▶ [Collected data entries]
__________________________________________________

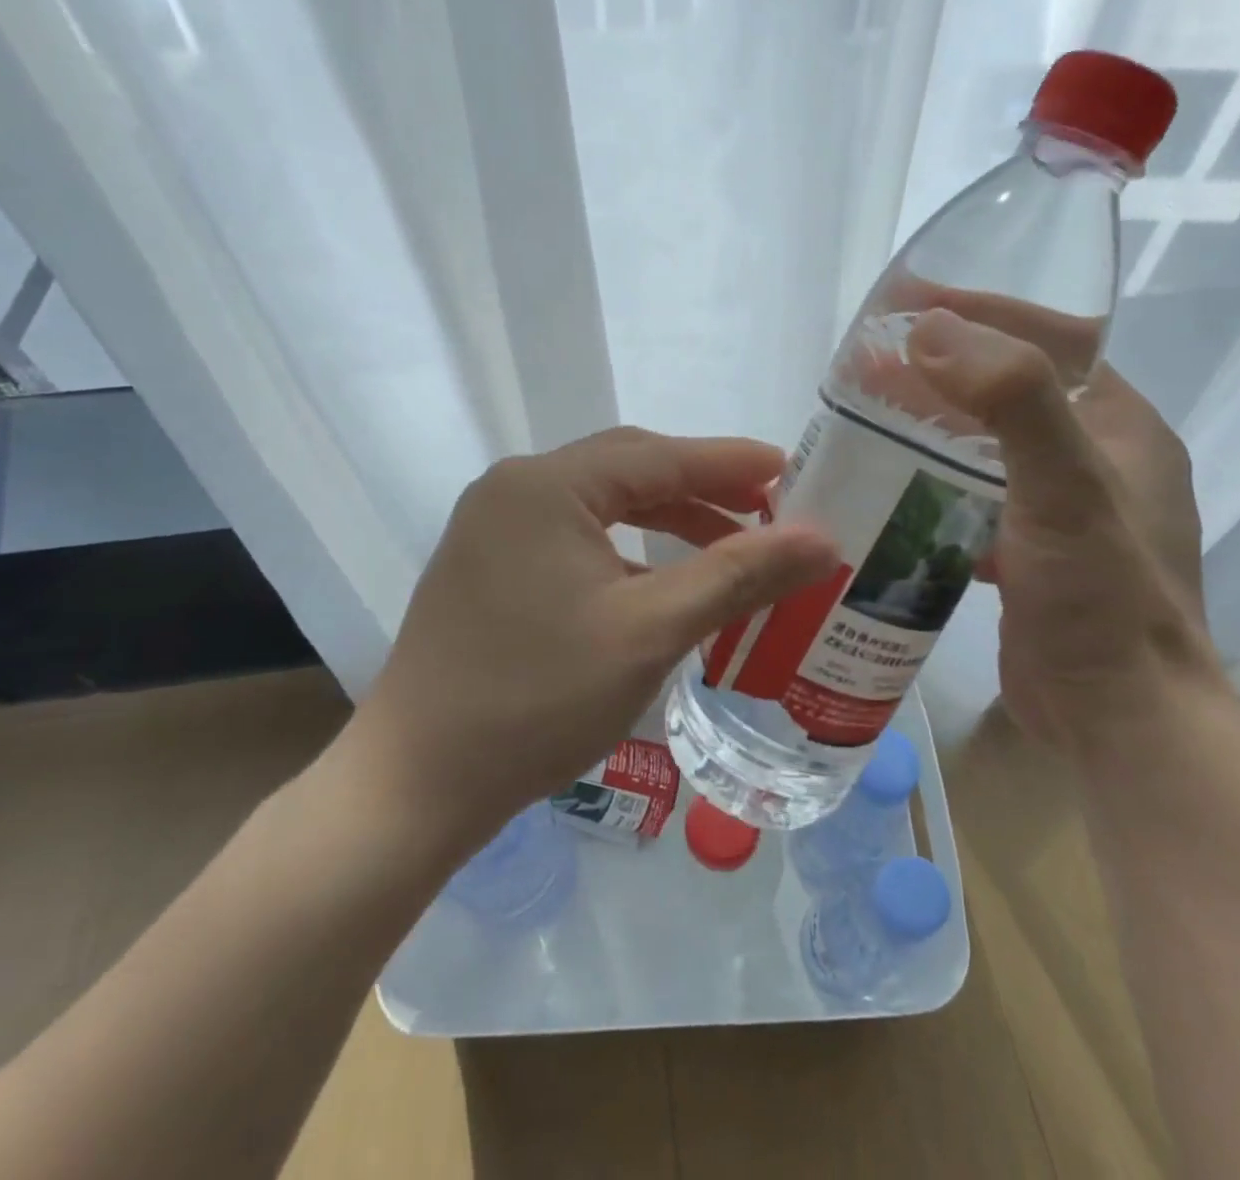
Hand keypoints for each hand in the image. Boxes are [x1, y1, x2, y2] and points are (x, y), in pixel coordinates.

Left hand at [329, 429, 839, 855]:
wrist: (416, 784)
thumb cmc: (536, 700)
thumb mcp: (650, 631)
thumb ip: (738, 574)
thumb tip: (822, 539)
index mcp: (545, 485)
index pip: (658, 455)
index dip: (730, 462)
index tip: (790, 468)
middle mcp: (514, 490)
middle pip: (627, 471)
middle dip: (700, 488)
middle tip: (766, 508)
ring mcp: (494, 528)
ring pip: (601, 506)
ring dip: (665, 520)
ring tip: (727, 546)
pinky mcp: (488, 567)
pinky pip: (574, 539)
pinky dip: (626, 552)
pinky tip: (661, 584)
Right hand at [906, 308, 1218, 748]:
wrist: (1119, 719)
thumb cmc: (1102, 598)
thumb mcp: (1067, 488)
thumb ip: (1011, 400)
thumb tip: (931, 330)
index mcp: (1120, 425)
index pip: (1049, 340)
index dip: (979, 311)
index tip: (907, 301)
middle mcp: (1096, 458)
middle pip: (1007, 390)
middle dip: (941, 369)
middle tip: (870, 362)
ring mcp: (1061, 509)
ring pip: (984, 444)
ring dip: (931, 424)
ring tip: (866, 413)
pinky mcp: (1028, 552)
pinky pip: (972, 494)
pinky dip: (932, 480)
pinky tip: (887, 484)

__________________________________________________

▶ [What is required] Could every record be given again exactly, with its pictures left out?

▶ [Answer to this task]
Hand keypoints for each hand in the image. Boxes are [x1, y1, x2, y2] and points are (x, y), in pixel coordinates.

Left hand at [329, 429, 839, 855]:
wrist: (416, 784)
thumb cmc: (536, 700)
thumb mcp: (650, 631)
thumb ip: (738, 574)
thumb tip: (822, 539)
index mcp: (545, 485)
index pip: (658, 455)
index dip: (730, 462)
index tip: (790, 468)
middle mcp: (514, 490)
middle pip: (627, 471)
middle dip: (700, 488)
middle tip: (766, 508)
ring mcp: (494, 528)
ring pip: (601, 506)
ring dip: (665, 520)
ring tip: (727, 546)
pinky mcp: (488, 567)
pinky pip: (574, 539)
pinky dip: (626, 552)
pinky tip: (661, 584)
Right hand at [906, 308, 1218, 748]:
wrist: (1119, 719)
thumb cmc: (1102, 598)
thumb mcp: (1067, 488)
thumb ip: (1011, 400)
thumb tip: (931, 330)
index mcp: (1120, 425)
index pip: (1049, 340)
index dip: (979, 311)
index tip: (907, 301)
middle mcp: (1096, 458)
middle pip: (1007, 390)
middle dip: (941, 369)
middle tip: (870, 362)
ring mcp: (1061, 509)
ring pip: (984, 444)
ring dip: (931, 424)
ring tip: (866, 413)
pinky mcp: (1028, 552)
pinky pip: (972, 494)
pinky dip: (932, 480)
pinky tip: (887, 484)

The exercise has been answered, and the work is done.